The marriage age in Florida is 18, but children as young as 16 may marry with parental “consent” (which often is parental “coercion”), and children of any age may marry if they are pregnant or have a child.
Under these dangerous loopholes, more than 16,000 children as young as 13 were married in Florida between 2000 and 2015. More than 80% were girls wed to adult men; in many cases, the marriage covered up what would otherwise be considered statutory rape.
By not specifying a minimum age for marriage, Florida’s current laws are similar to those in Iran, Saudi Arabia and Yemen. By allowing a pregnancy exception, which only 10 states still do, Florida puts rape survivors at risk of being forced to marry their rapist – as happened to Florida native Sherry Johnson when she was 11.
We at Unchained, along with the entire Florida Coalition to End Child Marriage, are pushing to eliminate these archaic loopholes and end child marriage in Florida through pending legislation (SB 140, HB 335 and HB 71). The ever-growing coalition of local, state, national and international groups includes:
Want to join? Contact us here and let us know.
Unchained is the only organization dedicated to helping women and girls in the U.S. to escape forced marriages, and the only organization dedicated to ending forced and child marriage in America. We at Unchained lead a growing national movement to end child marriage across America, not only in Florida.

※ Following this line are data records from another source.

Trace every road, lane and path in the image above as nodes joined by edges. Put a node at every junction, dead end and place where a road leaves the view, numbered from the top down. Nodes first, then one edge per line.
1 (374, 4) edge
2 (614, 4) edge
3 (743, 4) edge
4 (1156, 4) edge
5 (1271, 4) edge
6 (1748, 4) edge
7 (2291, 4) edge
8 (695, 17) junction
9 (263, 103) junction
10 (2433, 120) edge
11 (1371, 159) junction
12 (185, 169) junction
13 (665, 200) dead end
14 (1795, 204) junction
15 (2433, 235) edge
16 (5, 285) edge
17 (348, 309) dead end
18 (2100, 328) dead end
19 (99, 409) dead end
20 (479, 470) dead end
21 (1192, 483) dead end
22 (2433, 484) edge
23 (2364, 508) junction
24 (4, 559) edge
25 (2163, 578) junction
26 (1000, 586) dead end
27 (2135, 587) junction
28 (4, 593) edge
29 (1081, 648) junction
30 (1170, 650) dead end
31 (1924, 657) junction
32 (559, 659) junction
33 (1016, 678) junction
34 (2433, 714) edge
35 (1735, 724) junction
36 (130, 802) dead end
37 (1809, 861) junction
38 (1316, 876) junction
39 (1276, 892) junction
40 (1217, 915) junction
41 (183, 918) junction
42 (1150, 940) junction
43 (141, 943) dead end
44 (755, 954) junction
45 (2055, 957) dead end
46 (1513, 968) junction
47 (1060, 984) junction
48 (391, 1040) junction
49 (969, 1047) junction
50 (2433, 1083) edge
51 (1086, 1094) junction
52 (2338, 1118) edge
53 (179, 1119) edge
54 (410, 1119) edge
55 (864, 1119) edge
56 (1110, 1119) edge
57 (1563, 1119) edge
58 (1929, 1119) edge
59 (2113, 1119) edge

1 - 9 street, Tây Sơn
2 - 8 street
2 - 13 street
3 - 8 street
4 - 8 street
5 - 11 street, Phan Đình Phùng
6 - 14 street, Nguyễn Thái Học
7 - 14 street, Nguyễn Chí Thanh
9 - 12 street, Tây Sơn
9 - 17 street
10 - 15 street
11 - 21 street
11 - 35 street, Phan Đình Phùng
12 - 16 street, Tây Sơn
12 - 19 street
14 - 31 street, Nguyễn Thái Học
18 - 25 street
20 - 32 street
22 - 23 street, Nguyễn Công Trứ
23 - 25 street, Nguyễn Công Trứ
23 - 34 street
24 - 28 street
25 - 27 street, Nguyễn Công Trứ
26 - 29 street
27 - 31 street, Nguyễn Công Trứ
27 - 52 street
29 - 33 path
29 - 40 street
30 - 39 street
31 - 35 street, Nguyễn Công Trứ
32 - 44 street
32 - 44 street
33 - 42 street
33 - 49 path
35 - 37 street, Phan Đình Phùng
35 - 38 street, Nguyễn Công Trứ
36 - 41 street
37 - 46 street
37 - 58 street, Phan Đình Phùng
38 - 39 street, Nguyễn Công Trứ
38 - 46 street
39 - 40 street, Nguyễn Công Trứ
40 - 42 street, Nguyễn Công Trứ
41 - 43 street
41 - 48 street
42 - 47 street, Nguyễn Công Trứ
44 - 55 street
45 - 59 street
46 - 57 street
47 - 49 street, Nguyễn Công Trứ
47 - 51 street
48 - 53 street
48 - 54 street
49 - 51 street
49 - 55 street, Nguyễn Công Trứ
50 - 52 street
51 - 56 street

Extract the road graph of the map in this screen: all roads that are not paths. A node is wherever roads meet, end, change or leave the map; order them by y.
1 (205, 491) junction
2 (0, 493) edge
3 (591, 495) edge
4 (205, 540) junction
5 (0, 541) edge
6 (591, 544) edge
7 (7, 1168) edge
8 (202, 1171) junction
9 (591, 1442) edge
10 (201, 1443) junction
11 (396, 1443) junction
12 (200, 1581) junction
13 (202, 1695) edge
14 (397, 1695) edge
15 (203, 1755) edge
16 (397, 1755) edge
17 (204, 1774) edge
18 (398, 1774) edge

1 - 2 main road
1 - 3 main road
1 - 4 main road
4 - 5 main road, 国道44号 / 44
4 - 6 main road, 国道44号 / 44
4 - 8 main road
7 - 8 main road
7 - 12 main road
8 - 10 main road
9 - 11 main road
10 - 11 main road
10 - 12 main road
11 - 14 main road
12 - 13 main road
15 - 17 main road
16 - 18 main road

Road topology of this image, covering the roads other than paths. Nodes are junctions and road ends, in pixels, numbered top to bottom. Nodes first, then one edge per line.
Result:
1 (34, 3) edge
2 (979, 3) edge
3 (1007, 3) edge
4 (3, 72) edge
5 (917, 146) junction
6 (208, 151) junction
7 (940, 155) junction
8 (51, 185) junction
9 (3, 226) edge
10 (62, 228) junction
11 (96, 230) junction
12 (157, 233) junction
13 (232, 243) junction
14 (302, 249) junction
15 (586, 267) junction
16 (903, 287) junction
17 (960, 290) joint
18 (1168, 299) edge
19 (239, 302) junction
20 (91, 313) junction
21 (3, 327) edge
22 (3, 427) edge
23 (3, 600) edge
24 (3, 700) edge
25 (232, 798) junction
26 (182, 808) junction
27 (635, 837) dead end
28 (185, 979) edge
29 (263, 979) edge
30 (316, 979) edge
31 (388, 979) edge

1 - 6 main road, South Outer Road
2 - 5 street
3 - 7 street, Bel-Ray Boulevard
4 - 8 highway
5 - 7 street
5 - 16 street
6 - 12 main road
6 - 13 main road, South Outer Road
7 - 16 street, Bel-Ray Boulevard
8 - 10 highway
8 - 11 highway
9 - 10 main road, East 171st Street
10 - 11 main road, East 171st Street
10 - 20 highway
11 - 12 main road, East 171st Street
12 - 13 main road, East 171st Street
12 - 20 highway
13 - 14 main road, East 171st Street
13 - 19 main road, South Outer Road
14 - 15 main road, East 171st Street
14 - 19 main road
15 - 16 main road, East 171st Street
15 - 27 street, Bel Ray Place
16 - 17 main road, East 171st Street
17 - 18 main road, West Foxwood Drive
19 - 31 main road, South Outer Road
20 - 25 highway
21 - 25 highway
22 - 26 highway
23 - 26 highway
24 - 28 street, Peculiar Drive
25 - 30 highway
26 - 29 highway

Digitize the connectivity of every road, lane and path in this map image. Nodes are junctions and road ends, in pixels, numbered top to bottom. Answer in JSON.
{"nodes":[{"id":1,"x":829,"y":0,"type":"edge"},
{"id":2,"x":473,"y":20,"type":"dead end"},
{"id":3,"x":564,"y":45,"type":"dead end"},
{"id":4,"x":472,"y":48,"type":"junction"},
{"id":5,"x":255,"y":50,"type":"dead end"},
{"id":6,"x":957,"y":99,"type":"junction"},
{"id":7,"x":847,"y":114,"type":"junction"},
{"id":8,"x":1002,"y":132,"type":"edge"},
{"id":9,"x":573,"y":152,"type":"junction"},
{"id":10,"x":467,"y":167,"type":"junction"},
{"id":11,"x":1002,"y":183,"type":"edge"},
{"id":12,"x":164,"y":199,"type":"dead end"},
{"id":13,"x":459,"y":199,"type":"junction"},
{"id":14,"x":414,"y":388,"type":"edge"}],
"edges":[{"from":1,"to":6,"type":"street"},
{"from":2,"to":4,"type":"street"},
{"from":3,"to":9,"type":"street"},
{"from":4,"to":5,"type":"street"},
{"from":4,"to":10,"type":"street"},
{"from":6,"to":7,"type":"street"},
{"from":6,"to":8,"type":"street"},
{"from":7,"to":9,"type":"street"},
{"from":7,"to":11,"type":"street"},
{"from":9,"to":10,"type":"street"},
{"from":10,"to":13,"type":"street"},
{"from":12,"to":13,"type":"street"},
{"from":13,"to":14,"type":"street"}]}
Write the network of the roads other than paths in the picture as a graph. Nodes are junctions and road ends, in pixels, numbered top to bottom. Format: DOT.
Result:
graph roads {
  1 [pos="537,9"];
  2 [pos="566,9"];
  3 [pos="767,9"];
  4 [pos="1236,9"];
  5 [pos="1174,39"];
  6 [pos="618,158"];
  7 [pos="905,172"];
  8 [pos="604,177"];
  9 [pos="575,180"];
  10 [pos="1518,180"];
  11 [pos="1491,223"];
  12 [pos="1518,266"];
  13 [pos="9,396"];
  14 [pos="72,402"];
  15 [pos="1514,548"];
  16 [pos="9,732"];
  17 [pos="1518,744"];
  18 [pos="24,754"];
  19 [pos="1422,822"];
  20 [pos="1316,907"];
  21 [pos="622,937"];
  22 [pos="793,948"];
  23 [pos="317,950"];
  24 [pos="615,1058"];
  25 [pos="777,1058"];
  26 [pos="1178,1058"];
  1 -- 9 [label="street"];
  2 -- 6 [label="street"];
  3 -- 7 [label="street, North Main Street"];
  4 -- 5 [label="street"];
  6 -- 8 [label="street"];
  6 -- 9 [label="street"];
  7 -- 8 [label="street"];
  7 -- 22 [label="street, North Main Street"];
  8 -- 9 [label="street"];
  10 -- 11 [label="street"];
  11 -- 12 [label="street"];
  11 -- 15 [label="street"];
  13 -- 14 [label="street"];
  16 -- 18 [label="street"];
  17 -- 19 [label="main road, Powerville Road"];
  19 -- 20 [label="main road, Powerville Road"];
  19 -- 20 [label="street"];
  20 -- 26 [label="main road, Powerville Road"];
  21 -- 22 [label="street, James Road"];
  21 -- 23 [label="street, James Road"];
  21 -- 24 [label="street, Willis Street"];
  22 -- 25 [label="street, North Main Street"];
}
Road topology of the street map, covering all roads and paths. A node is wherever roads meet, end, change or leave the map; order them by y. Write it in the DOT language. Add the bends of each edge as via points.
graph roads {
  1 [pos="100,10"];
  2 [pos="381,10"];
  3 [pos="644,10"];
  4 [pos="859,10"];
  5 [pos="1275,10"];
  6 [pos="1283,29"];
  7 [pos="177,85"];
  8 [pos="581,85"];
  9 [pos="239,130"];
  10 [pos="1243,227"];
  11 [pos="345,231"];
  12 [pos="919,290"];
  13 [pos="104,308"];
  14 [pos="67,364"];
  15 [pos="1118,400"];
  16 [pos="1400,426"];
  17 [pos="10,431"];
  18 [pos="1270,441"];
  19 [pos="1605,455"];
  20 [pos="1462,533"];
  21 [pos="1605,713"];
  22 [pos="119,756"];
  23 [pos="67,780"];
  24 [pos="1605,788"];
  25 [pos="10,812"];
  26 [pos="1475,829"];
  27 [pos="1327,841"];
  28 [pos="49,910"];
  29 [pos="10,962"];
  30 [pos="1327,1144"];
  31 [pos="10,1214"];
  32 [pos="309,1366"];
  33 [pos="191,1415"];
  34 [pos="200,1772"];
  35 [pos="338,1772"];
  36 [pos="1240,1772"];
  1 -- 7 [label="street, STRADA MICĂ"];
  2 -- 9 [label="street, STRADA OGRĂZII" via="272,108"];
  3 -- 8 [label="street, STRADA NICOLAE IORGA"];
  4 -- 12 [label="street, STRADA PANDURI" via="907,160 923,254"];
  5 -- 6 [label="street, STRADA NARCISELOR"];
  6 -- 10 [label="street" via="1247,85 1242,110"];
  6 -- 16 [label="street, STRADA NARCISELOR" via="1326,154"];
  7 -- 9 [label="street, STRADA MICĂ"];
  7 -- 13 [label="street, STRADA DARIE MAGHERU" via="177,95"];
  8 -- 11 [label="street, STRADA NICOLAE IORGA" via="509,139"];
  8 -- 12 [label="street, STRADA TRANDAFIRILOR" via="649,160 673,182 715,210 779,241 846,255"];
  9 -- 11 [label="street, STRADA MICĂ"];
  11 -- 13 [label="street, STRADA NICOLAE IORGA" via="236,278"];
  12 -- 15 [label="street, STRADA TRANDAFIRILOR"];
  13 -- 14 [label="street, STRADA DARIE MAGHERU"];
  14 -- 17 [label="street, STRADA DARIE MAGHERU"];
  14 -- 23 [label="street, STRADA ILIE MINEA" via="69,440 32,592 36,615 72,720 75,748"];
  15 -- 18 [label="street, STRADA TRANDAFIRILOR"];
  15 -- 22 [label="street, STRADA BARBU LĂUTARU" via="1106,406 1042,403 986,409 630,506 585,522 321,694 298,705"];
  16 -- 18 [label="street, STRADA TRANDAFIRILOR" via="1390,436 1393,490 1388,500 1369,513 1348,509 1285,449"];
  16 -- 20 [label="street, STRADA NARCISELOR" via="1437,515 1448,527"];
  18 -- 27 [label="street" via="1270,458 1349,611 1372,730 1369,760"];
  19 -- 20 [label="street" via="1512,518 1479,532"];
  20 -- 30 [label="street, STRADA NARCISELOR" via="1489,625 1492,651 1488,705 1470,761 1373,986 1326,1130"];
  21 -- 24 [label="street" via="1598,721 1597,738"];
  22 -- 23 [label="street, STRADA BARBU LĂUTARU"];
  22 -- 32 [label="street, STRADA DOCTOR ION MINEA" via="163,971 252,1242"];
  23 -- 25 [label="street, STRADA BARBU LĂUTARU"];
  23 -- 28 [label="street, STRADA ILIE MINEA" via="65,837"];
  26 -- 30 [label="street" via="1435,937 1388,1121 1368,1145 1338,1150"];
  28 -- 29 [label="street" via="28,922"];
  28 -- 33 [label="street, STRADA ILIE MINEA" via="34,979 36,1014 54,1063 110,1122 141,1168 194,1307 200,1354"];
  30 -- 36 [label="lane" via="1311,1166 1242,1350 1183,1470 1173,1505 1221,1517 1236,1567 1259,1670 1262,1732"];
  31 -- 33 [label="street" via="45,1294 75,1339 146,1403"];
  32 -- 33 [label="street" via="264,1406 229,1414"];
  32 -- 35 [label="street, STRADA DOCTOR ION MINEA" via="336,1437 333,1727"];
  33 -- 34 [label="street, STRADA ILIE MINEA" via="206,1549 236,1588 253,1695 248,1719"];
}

Right now, marriage before 18 is legal in all 50 states. Most states set 18 as the minimum age, but laws in every state allow exceptions for those younger than 18 to marry. Laws in 25 states do not specify any minimum marriage age.
Our groundbreaking research showed that in just the 38 states that track marriage-age data, more than 167,000 children as young as 12 were married between 2000 and 2010 – mostly girls wed to adult men. Based on this data, we estimate that nearly a quarter-million children were married in the U.S. in that decade.
This is an urgent problem for two main reasons. First, children can easily be forced into marriage or forced to stay in a marriage before they become legal adults, which happens at 18 in most states. Children face overwhelming legal and practical barriers if they try to leave home, access a shelter, retain an attorney or bring a legal action. The girls who reach out to us for help typically end up trying to kill themselves when they learn of their limited options.
Second, the lifelong impacts of marriage before 18 on girls’ health, education and economic opportunities and overall quality of life are devastating enough that the U.S. State Department considers marriage before 18 a “human rights abuse.”
We are working to draft, introduce and pass legislation to eliminate this human-rights abuse, state by state. To build support for the legislation, we write op-eds in the Washington Post and other papers; host Chain-Ins to protest child marriage; give regular media interviews; and present at conferences and other venues.
We’re seeing progress. Bills like the ones in Florida that we’ve helped to write and/or are helping to pass, that would end or reduce child marriage, have been introduced in multiple states. So far, though, no state has passed a bill to end all marriage before 18, without exceptions.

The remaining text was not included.